Malgrado questo riconoscimento si è ancora lontani da un pieno funzionamento dell'Autorità
Nazionale Palestinese e di conseguenza, anche se la Rappresentanza Generale Palestinese gode
di quasi tutte le immunità riconosciute ad una ambasciata, e così i suoi membri, essa non lo è
ancora a tutti gli effetti.
Il quadro fino ad ora tracciato, fa comprendere la particolare complessità del problema e
del ruolo che lo Stato italiano riveste, sia in quanto tale, sia in qualità di membro di
organizzazioni regionali e universali.
Fino a questo momento abbiamo descritto una breve sintesi di questo lavoro, ora vogliamo
descrivere il percorso che è stato seguito per arrivare al tema principale.

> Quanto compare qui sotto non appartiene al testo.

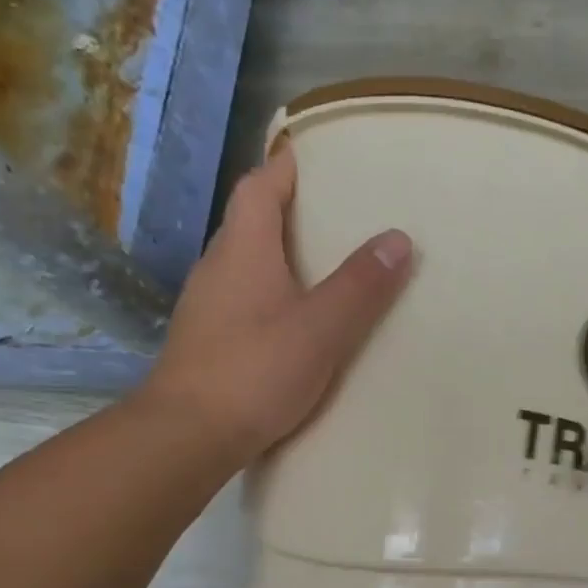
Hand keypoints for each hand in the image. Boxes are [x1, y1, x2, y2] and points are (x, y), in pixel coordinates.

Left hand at [137, 145, 413, 462]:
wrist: (188, 434)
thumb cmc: (255, 371)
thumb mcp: (321, 328)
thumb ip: (360, 286)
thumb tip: (398, 239)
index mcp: (243, 251)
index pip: (258, 189)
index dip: (282, 167)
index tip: (309, 153)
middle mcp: (218, 268)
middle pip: (250, 223)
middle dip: (287, 211)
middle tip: (334, 212)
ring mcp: (207, 307)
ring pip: (245, 263)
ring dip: (279, 253)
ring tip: (324, 263)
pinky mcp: (208, 341)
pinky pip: (243, 297)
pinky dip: (272, 291)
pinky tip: (296, 318)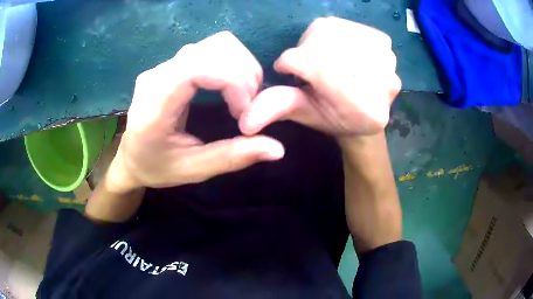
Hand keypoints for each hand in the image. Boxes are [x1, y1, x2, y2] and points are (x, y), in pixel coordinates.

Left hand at [108, 32, 284, 192]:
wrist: (131, 157)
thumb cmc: (156, 167)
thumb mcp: (193, 170)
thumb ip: (232, 157)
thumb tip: (278, 149)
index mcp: (154, 104)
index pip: (198, 67)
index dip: (233, 81)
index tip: (244, 112)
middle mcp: (158, 74)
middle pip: (215, 47)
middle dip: (245, 73)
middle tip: (247, 106)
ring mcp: (165, 65)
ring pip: (217, 43)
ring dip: (242, 66)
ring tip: (242, 97)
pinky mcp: (174, 63)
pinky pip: (212, 48)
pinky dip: (233, 63)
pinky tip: (232, 88)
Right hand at [239, 17, 400, 137]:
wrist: (365, 111)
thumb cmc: (332, 116)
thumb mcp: (304, 114)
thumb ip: (279, 108)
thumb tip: (244, 120)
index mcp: (364, 111)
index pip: (321, 70)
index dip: (293, 63)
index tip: (283, 66)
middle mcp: (384, 86)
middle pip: (328, 48)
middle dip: (307, 52)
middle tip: (305, 65)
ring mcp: (389, 63)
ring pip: (336, 33)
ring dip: (319, 42)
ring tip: (321, 58)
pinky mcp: (386, 44)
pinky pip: (347, 26)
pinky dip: (334, 33)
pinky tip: (335, 48)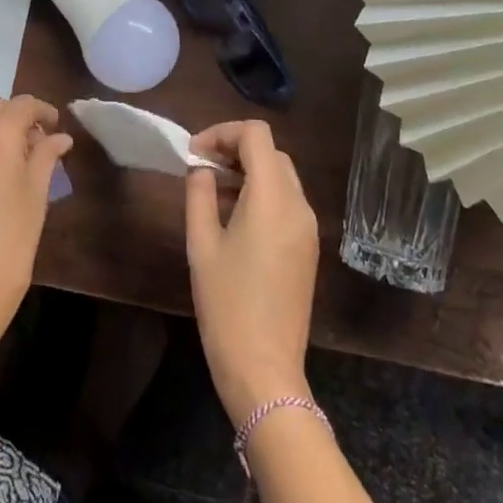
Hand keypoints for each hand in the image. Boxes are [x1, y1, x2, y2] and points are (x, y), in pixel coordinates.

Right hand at [185, 120, 320, 425]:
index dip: (223, 132)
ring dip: (249, 170)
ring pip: (281, 176)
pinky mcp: (308, 248)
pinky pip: (287, 202)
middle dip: (235, 149)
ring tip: (212, 191)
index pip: (256, 135)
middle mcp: (298, 205)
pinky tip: (235, 216)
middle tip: (201, 168)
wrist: (265, 370)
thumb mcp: (202, 244)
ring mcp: (308, 228)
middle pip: (271, 152)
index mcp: (273, 198)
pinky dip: (262, 193)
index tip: (194, 153)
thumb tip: (200, 168)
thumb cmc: (227, 305)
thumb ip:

Come si è accennato, è necessario affrontare l'argomento per gradi, se si vuole
comprendere l'atteggiamento dello Stato italiano nei confronti dell'OLP e il suo status nella
diplomazia italiana.
Di conseguenza questo lavoro è strutturato in diverse sezioni, collegate fra di loro, ma allo
stesso tempo a sé stanti, alcune delle quali potrebbero sembrare non pertinenti al titolo della tesi,
ma ugualmente necessarie per poter affrontare l'argomento che si è voluto analizzare.
Nel primo capitolo si traccia la storia dell'OLP, il che è necessario per conoscerla sia da
un punto di vista storico, che giuridico.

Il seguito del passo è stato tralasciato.